As part of my MSc internship in the lab, I have spent the last couple of months diving into a paper by Ashwood et al. (2022), who investigated how observers switch between different strategies for perceptual decision-making over the course of long testing sessions. According to previous accounts (e.g., Wichmann & Hill, 2001), subjects maintain one main strategy during cognitive tasks, and any lapses (i.e., errors despite strong sensory evidence) arise independently of one another and of the time course of the experimental session. However, Ashwood et al. suggest that this view is not correct. Using a modelling approach based on Hidden Markov Models (HMMs), the authors found that mice switch between multiple strategies, or hidden “states”, during perceptual decision-making sessions (Figure 1). Importantly, the Markovian component of this approach implies that states are not independent of one another, but rather depend only on the state from the preceding trial, and can persist for many trials in a row. Let us look at how this modelling approach works in more detail.

Ashwood and colleagues analysed perceptual decision-making data using a GLM-HMM. In a typical HMM, observations can be mapped to a set of discrete hidden Markovian states. Each state has different fixed probabilities of emitting a specific behaviour, like choosing left or right in a decision-making trial. Additionally, states can change according to fixed (self-) transition probabilities. The GLM-HMM used in the paper is simply an HMM where state/emission probabilities are not fixed, but instead governed by separate state-specific Bernoulli GLMs. Here, the weight vectors of the GLMs are what determine how inputs are integrated to emit a specific behaviour in each trial, and the shape of the corresponding psychometric function (Figure 2). Consider, for example, four different inputs (as in Ashwood et al.): stimulus properties, bias for one of the two options, the subject’s choice on the preceding trial (i.e., choice history), and whether the subject was rewarded on the previous trial. Different latent states are characterised by a specific combination of weights on these inputs, which manifest as distinct strategies during task performance. An optimally engaged state would see the highest weight on the stimulus, with little to no weight given to bias, choice history or reward history, resulting in highly accurate performance. Alternatively, a “win-stay, lose-switch” strategy would show less consideration for the stimulus’ properties and a larger weight for reward history, leading the mouse to repeat the choice that previously led to a reward. It is interesting to note that even in suboptimal states like the latter, the weight for the stimulus does not necessarily need to be zero. This is in contrast with the classical “lapse model” from earlier accounts, which assumed that lapse/disengaged states must be completely stimulus-independent.
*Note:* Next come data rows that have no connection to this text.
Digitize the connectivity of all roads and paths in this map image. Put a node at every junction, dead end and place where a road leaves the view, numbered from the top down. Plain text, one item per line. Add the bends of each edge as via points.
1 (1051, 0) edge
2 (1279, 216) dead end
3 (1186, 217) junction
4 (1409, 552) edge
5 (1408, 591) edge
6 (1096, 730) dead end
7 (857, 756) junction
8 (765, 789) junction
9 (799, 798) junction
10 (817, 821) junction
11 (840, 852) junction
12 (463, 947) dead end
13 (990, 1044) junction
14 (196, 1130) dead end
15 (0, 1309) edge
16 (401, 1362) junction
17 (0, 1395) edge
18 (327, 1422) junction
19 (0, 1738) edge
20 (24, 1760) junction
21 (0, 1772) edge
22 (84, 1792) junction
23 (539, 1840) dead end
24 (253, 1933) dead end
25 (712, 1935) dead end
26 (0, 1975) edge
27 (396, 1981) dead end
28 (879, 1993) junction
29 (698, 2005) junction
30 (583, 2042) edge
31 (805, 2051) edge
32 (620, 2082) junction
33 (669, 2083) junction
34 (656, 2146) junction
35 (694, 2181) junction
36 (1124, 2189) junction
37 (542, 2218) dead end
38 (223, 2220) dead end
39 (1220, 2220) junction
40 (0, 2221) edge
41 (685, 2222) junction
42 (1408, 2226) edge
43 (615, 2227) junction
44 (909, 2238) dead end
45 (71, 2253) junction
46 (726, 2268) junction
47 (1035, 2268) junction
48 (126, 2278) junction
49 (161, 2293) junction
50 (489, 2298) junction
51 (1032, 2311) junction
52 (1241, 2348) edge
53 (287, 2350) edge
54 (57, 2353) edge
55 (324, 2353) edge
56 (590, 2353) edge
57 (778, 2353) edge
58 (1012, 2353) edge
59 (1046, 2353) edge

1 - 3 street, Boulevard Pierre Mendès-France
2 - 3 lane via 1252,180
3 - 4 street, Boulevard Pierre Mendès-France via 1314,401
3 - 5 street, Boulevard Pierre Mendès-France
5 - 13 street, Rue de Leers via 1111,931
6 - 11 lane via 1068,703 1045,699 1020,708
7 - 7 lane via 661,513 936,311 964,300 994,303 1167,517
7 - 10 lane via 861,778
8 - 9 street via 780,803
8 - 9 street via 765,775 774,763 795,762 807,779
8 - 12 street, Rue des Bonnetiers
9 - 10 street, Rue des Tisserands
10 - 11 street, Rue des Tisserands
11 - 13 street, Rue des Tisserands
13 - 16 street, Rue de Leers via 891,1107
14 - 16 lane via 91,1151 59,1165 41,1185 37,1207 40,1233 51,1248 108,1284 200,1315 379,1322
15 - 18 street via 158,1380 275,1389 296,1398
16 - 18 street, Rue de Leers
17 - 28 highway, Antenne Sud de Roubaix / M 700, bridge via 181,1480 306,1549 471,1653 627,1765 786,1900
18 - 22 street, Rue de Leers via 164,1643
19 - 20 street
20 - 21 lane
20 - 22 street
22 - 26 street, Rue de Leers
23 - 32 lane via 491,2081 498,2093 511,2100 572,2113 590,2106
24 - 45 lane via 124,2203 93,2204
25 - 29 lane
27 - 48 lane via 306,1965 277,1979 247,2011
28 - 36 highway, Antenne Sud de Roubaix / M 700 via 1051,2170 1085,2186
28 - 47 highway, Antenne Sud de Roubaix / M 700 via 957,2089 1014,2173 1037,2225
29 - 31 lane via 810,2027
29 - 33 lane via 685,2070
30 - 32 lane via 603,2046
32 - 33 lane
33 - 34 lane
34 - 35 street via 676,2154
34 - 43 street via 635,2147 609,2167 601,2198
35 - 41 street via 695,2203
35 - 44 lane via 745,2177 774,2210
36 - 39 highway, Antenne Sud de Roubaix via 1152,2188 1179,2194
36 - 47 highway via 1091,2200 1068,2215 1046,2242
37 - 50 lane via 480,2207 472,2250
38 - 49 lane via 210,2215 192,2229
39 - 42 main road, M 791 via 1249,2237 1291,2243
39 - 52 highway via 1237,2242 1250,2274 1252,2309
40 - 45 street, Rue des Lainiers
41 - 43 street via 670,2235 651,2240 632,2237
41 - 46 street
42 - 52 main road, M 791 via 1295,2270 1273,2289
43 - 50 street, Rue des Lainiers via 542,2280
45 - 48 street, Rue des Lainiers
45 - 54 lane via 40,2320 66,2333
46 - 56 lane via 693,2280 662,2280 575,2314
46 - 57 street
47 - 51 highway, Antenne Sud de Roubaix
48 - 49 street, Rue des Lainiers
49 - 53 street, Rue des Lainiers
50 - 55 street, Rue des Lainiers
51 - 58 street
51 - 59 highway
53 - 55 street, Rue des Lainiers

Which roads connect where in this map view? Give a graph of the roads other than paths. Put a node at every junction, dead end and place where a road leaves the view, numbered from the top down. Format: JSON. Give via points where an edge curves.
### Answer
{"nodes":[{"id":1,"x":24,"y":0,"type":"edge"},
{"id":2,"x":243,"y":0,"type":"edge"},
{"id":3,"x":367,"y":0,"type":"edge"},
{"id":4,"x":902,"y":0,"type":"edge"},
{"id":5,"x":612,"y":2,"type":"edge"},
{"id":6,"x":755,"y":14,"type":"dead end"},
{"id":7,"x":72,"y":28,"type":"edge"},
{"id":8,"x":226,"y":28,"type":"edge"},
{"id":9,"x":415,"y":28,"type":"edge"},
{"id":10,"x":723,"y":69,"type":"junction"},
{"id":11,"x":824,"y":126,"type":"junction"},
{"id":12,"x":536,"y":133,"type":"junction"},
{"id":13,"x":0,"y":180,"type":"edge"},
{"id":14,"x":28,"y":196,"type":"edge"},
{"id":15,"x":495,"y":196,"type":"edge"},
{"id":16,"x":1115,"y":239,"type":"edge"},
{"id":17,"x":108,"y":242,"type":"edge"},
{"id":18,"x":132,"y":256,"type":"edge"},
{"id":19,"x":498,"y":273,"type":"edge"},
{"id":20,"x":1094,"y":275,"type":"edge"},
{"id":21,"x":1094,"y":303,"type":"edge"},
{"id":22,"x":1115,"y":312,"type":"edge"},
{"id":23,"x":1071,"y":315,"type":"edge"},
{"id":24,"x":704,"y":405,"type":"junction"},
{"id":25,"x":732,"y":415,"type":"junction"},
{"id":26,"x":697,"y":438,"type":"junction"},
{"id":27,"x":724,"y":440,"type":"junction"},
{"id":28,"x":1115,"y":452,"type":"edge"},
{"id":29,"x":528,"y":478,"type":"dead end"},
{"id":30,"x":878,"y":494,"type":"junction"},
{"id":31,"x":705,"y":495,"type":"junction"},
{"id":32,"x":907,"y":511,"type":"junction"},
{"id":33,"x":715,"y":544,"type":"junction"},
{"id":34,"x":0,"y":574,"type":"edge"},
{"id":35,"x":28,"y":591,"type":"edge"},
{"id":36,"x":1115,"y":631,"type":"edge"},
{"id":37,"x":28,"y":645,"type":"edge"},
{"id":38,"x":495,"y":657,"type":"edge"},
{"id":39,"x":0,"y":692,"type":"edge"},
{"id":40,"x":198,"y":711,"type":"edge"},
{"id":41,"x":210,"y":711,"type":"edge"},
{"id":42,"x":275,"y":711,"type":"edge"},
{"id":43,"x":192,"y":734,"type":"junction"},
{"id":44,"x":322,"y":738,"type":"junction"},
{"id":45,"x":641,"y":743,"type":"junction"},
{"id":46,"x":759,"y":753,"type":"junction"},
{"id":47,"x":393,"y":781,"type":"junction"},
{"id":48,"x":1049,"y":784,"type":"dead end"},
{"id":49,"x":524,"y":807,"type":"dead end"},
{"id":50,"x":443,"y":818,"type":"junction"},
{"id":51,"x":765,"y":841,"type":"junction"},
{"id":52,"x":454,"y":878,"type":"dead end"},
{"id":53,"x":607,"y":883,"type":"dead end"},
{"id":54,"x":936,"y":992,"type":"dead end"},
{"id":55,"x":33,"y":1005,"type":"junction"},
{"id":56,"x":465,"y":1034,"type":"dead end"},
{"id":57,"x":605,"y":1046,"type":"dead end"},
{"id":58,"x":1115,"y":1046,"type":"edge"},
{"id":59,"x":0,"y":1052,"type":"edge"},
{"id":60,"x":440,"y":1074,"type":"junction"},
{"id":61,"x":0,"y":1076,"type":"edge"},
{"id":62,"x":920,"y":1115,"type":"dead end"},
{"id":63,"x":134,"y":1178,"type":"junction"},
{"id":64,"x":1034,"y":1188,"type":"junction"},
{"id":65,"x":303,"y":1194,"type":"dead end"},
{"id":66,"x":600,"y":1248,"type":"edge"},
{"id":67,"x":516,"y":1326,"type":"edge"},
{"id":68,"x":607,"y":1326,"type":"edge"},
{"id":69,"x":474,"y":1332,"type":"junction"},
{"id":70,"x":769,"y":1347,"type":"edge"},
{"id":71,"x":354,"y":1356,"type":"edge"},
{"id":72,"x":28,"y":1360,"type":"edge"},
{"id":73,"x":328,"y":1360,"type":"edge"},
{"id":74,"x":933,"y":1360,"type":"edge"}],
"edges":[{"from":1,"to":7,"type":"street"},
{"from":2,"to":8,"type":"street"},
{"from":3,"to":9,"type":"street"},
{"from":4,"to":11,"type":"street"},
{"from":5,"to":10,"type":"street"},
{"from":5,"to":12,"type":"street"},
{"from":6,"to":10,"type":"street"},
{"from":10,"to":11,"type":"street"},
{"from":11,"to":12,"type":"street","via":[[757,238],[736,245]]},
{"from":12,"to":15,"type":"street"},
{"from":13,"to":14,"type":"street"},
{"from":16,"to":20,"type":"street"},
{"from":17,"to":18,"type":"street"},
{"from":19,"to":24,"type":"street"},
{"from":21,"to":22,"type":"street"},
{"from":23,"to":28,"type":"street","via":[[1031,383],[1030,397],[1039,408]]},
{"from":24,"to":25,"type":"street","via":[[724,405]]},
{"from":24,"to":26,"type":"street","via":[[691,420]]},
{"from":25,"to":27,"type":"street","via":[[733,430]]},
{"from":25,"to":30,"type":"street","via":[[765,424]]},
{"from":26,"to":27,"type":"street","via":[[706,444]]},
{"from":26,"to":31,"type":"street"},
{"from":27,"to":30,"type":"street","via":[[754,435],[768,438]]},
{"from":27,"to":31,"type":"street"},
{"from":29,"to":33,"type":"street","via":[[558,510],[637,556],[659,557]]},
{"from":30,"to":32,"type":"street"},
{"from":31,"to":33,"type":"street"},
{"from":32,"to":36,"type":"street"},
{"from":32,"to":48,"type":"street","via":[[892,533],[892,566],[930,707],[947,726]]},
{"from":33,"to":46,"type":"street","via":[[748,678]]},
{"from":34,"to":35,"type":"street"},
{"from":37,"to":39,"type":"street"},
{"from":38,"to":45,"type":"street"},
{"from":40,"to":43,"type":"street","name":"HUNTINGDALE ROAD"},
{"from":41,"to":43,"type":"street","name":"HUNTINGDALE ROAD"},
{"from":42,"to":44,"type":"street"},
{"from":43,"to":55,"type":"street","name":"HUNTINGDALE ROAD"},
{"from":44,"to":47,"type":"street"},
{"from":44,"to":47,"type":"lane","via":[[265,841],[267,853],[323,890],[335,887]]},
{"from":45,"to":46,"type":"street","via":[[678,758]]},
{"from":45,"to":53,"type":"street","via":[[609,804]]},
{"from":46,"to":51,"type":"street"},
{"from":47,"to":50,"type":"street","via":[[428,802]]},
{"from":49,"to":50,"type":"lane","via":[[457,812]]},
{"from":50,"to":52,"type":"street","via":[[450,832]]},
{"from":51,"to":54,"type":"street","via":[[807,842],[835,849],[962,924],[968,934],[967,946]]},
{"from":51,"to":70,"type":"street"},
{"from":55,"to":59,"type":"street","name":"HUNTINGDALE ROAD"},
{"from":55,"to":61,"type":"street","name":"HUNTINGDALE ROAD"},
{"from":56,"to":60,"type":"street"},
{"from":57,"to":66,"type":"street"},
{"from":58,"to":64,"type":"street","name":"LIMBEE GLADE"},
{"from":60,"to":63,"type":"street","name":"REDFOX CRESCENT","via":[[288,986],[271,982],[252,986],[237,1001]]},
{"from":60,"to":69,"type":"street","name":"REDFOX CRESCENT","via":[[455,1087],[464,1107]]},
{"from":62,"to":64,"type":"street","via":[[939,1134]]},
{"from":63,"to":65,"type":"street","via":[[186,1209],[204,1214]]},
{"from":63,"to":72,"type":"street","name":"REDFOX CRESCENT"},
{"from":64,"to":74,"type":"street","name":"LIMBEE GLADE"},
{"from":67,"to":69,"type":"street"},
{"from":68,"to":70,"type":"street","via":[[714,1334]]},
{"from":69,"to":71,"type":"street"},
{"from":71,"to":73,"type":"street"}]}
Finally, the parameters obtained from fitting the GLM-HMM, i.e., the transition probabilities, initial state distribution, and the GLM weights for each state, are used to calculate the posterior probabilities of a subject’s state in every trial across the experimental session(s). This gives precious insight into the temporal evolution of strategy and task engagement over the course of long experiments.

In their paper, the authors analysed data from two mouse experiments (The International Brain Laboratory et al., 2021; Odoemene et al., 2018) and one human study (Urai et al., 2017) using different perceptual decision-making tasks. For all three datasets, multi-state GLM-HMMs performed significantly better than alternative models, like the classic lapse model or a simple one-state GLM. These findings show that GLM-HMMs are a promising tool for obtaining a better and more detailed account of latent processes in decision-making.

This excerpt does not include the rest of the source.